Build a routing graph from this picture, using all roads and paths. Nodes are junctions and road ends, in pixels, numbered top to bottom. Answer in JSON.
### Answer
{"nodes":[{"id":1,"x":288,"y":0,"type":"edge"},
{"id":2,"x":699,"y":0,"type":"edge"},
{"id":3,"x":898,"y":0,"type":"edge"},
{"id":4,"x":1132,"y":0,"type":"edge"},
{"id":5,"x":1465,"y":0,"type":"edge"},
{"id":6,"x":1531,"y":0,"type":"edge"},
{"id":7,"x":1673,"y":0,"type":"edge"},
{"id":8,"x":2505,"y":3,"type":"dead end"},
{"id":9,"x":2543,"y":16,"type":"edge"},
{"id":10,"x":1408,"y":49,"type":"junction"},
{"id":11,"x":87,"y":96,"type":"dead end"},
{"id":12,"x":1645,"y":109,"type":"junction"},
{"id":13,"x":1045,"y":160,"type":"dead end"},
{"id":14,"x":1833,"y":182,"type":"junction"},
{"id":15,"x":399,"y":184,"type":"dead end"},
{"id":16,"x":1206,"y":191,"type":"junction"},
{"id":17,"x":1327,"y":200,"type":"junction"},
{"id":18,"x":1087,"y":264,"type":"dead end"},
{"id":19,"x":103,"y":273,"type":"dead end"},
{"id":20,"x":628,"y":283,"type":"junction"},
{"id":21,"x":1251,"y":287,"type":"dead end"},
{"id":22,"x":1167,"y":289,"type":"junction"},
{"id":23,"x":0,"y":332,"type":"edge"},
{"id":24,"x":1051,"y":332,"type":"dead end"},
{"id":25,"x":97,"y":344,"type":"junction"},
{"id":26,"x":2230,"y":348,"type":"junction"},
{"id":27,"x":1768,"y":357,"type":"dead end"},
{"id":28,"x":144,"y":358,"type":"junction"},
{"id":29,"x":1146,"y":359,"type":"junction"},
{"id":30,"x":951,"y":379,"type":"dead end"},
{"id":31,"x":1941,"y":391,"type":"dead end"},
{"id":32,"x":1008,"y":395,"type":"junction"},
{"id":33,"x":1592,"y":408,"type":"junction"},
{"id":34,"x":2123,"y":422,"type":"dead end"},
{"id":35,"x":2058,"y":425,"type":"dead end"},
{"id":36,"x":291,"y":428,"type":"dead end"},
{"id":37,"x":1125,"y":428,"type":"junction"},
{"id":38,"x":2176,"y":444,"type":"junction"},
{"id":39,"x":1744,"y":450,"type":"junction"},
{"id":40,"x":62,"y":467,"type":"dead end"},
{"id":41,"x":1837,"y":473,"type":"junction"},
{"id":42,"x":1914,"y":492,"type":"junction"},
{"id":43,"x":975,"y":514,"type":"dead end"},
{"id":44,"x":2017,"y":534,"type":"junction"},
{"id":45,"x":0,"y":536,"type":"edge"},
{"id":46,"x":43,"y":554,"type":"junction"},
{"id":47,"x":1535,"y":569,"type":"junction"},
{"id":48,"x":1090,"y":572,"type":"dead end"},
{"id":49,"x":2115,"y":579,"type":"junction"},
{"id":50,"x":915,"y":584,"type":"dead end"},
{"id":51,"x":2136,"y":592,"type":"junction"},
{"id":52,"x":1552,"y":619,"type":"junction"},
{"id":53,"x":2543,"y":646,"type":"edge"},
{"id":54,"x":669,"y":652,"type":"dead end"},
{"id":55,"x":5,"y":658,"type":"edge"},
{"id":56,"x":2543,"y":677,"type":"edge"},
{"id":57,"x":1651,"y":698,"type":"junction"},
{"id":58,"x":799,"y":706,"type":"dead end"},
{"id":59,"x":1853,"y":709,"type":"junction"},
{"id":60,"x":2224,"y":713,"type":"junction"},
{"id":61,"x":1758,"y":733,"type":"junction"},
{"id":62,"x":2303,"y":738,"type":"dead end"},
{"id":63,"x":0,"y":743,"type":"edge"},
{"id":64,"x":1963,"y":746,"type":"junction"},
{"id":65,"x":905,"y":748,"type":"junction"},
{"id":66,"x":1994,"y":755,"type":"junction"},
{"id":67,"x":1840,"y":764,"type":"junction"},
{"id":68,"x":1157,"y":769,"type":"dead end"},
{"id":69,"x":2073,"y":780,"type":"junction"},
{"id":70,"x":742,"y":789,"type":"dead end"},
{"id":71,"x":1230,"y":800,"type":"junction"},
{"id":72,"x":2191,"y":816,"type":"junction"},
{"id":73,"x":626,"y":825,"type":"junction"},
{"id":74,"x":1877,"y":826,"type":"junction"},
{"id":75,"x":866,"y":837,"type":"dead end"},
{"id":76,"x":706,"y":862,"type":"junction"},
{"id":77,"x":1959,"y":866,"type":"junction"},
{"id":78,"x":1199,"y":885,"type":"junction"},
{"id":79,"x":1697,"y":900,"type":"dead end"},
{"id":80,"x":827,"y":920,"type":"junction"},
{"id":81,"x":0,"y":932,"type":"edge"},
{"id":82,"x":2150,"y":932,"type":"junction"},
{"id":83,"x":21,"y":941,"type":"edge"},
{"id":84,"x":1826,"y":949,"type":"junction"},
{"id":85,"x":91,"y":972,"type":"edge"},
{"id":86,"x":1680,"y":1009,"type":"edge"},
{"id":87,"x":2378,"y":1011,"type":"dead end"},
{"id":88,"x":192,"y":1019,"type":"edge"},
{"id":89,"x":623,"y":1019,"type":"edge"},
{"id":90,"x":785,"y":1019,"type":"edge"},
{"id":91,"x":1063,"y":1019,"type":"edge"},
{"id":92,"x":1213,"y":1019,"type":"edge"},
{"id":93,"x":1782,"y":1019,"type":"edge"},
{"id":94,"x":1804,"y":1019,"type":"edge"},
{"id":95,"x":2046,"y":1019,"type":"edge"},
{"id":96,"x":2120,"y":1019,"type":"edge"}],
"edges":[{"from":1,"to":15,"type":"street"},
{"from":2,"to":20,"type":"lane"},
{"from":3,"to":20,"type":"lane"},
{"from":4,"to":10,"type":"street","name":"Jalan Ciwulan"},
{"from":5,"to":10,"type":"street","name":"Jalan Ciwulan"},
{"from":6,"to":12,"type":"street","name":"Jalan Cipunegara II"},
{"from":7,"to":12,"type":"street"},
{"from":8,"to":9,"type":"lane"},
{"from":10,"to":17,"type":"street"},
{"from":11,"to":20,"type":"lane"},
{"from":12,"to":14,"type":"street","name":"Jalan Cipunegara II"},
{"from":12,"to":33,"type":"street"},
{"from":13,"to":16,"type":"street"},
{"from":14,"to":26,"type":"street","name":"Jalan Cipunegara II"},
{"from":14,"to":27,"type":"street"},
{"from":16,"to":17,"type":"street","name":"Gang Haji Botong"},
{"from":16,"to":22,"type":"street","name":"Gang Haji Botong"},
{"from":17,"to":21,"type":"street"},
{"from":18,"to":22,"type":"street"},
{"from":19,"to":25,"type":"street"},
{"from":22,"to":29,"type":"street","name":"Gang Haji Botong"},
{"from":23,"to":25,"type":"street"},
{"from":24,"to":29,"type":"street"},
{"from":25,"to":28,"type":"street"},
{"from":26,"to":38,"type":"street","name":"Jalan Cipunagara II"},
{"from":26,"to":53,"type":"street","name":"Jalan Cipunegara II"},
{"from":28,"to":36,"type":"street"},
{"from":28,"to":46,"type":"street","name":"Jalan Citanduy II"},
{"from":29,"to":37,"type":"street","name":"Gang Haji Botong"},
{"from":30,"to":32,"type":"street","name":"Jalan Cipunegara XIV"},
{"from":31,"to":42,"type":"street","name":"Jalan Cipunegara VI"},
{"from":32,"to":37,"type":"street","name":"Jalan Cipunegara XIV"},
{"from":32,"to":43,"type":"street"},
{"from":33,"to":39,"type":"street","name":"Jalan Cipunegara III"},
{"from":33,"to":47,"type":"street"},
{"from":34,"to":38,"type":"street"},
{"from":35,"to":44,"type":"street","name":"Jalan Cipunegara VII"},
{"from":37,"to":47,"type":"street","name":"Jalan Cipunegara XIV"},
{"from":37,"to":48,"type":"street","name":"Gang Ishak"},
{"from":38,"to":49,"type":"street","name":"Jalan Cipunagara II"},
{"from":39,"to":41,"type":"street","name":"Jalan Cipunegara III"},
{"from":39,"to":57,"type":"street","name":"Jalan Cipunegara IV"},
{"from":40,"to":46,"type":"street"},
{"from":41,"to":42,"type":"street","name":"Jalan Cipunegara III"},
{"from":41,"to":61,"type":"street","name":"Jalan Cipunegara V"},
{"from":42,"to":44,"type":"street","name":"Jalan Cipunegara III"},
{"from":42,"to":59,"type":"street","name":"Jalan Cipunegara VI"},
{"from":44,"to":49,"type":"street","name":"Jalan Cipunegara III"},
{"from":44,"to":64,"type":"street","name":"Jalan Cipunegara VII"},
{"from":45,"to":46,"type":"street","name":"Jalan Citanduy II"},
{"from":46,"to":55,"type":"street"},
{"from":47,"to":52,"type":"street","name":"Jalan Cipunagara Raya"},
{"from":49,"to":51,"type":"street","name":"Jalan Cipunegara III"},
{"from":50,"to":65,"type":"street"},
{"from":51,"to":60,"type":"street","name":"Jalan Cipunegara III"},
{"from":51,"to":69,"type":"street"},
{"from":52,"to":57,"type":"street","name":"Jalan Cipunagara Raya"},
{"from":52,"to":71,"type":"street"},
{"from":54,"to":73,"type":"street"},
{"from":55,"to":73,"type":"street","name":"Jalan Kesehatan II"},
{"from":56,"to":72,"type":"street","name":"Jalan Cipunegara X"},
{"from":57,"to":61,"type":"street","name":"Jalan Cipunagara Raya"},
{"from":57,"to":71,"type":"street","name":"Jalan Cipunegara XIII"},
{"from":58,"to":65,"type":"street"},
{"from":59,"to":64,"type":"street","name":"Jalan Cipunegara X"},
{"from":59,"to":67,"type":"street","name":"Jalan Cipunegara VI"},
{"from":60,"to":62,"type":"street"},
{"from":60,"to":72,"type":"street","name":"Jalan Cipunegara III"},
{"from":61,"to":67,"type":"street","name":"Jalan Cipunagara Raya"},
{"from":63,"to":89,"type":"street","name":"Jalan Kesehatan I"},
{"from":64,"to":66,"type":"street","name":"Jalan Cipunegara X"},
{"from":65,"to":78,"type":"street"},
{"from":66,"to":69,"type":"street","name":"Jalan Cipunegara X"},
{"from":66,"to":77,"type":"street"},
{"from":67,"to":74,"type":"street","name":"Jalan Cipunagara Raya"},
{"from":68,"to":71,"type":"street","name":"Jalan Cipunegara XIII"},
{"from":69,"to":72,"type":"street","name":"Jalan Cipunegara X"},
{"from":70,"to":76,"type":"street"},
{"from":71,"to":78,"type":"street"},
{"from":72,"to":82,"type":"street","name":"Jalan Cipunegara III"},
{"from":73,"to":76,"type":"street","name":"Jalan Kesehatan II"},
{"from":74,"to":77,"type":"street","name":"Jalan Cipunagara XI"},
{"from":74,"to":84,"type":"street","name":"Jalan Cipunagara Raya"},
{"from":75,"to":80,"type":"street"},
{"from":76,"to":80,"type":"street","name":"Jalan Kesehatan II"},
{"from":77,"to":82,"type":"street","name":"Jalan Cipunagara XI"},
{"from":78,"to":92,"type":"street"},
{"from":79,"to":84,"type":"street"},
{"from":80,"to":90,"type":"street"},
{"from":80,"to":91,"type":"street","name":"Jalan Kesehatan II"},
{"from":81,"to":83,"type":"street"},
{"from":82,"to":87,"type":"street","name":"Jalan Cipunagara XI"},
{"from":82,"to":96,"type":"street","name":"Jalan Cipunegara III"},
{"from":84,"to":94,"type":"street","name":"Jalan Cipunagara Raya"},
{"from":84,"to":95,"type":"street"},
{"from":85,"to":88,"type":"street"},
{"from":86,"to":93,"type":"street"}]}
___
▶ _WHAT YOU ARE ASKED TO DO_: The word "Kesehatan" appears in some lines of the data. Copy every one of those lines.

▶ _RESPONSE BELOW_:
{"from":55,"to":73,"type":"street","name":"Jalan Kesehatan II"},
{"from":63,"to":89,"type":"street","name":"Jalan Kesehatan I"},
{"from":73,"to":76,"type":"street","name":"Jalan Kesehatan II"},
{"from":76,"to":80,"type":"street","name":"Jalan Kesehatan II"},
{"from":80,"to":91,"type":"street","name":"Jalan Kesehatan II"},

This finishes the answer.